Among the cDNAs for five lamprey class II receptor chains, we found (gray in Figs. 13) an F3/TF ortholog that is unambiguously defined, given its gene location close to ABCD3 and high interspecific sequence conservation (Table I, Supplemental Figs. 1 and 2). In humans, nine IFN receptor genes map to three clusters, 21q22 (IFNAR1, IFNAR2, IFNGR2, IL10RB), 6q23 (IFNGR1, IL20RA, IL22RA1), and 1p36 (IFNLR1, IL22RA1), and two further genes are isolated on 11q23 (IL10RA) and 3q22 (IL20RB) (Table I, Fig. 2, and Supplemental Fig. 3). Similar to what we observed for most class I receptor chains, three predicted lamprey receptor sequences showed best alignments with single representatives of each human gene cluster, IFNAR1, IFNGR1, and IFNLR1, suggesting that 21q22, 6q23, and 1p36 clusters result from later tandem duplications. Finally, one showed the best alignment with IL10RA (Supplemental Fig. 2). Again, because of weak sequence similarity in the cytoplasmic domains, phylogenetic analysis did not reveal clear orthologs, whereas local conservation in cytoplasmic domains in the vicinity of potentially phosphorylation sites has helped in the attempt to solve this issue (Supplemental Figs. 1 and 2).

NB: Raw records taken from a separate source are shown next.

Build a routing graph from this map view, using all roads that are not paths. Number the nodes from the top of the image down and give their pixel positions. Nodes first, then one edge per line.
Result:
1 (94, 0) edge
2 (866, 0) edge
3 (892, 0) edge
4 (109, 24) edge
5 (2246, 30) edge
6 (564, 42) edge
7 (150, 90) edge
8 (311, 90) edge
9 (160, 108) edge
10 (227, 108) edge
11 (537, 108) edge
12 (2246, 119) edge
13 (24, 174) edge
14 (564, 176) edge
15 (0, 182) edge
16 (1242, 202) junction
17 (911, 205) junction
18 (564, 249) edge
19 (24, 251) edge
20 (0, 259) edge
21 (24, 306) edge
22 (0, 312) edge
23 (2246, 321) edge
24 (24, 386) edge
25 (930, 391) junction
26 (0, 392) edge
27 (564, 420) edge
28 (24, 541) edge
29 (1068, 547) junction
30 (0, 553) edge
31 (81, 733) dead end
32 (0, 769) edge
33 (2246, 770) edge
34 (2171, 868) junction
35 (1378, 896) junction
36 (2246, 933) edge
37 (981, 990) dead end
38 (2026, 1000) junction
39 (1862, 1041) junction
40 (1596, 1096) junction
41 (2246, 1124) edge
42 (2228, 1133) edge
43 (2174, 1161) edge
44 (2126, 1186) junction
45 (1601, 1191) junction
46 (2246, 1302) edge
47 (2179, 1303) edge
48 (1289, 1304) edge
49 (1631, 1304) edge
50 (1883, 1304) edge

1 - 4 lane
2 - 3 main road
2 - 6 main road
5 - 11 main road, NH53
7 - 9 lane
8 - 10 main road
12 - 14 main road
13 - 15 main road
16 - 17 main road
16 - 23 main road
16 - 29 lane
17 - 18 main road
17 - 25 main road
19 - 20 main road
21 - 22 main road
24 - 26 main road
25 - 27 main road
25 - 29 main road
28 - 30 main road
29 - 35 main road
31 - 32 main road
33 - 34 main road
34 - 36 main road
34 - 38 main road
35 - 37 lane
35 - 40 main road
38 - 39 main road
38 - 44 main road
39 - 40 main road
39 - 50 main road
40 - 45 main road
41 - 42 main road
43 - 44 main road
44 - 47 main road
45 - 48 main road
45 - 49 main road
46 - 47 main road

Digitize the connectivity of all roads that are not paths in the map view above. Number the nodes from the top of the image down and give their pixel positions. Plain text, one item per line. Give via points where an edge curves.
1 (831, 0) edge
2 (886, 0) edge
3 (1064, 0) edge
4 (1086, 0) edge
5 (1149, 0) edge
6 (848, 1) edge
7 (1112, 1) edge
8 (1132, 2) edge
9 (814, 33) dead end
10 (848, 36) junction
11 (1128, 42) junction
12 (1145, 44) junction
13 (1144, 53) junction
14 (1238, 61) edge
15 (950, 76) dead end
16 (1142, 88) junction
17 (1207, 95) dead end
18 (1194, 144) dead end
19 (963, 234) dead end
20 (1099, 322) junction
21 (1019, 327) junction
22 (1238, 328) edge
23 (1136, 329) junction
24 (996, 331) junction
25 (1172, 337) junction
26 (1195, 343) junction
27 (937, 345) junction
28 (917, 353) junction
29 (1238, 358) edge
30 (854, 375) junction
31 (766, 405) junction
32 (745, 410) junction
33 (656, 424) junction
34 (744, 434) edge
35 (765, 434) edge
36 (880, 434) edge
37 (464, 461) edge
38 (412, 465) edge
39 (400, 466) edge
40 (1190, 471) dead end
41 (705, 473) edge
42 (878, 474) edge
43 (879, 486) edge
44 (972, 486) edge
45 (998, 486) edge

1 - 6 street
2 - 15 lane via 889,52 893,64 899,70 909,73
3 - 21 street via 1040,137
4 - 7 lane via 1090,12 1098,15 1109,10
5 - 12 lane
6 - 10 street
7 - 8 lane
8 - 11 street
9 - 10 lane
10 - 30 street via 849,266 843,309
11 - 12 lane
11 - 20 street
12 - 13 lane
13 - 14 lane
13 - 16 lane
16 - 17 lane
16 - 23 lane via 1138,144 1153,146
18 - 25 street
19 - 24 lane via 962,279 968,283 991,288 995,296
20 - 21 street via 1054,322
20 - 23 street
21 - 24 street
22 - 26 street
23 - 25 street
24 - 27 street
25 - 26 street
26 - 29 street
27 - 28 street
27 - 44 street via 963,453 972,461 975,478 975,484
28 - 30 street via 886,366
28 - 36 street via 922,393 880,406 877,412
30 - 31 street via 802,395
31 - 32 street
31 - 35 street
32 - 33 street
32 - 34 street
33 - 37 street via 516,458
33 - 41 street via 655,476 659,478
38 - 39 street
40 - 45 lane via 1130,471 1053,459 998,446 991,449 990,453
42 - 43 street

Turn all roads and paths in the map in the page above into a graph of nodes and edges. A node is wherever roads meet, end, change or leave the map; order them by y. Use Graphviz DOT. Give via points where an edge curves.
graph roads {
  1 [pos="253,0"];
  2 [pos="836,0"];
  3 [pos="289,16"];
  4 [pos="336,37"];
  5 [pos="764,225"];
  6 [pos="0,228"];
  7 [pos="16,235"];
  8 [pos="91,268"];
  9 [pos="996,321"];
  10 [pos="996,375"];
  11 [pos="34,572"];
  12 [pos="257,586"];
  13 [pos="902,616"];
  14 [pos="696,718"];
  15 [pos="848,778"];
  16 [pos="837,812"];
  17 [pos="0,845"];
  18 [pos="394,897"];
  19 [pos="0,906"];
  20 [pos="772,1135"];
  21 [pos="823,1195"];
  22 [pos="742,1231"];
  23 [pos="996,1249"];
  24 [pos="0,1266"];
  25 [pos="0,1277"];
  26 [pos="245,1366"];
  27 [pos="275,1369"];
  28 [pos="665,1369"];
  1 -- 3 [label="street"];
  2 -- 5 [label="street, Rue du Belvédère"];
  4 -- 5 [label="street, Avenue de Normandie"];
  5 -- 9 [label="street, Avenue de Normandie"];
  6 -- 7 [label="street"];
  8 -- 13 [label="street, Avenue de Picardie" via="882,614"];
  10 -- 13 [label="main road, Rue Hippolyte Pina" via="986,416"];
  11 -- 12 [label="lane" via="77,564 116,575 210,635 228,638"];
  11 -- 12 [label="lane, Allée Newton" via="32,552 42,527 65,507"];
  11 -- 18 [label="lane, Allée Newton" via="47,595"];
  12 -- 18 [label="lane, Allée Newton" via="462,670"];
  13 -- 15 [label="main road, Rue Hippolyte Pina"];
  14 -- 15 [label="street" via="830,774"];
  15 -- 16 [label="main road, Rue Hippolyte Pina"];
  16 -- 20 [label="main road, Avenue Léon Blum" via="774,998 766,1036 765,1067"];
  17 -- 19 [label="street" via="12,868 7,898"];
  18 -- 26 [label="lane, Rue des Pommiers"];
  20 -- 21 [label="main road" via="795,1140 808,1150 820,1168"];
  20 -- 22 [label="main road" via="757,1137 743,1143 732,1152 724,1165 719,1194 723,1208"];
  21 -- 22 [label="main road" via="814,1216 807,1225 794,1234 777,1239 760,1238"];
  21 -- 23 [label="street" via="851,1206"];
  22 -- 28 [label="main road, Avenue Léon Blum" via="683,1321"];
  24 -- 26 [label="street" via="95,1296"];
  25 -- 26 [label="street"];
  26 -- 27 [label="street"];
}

Regarding downstream cytokine signal transducers, a unique JAK representative has been found in lamprey, whereas the complete set of the JAKs exists in C. milii (Fig. 2, right). The lamprey JAK gene maps close to AK4 and therefore represents a JAK1 ortholog (Table I). Structurally, JAK1 and TYK2 show closer relatedness to ancestral JAK, such as Drosophila HOP, rather than to JAK2 or JAK3 (Supplemental Fig. 1). We therefore designated the former “paleo-JAKs” and the latter “neo-JAKs” (Fig. 2, right). We also found four sea lamprey STAT cDNAs that represent orthologs for STAT5, STAT6, also present in Ciona, as well as STAT1 and STAT4. As in humans, we found STAT4 mapping close to MYOB and STAT1 close to GLS, but on different chromosomes (2 and 4, respectively) (Table I). STAT5/STAT6 on the one hand and STAT1/STAT4 on the other hand are structurally related; therefore, we designated them “paleo-STATs” and “neo-STATS,” respectively (Fig. 2, right), whereas STAT3 and STAT2 are more related to STAT4 (Supplemental Fig. 1). Although JAK is unique in lamprey and expands to four paralogs in Gnathostomata, STAT expansion is progressive between one paralog in Drosophila, two in Ciona, four in lamprey, five in shark, six in coelacanth, seven in humans, and variable numbers among teleost species (43).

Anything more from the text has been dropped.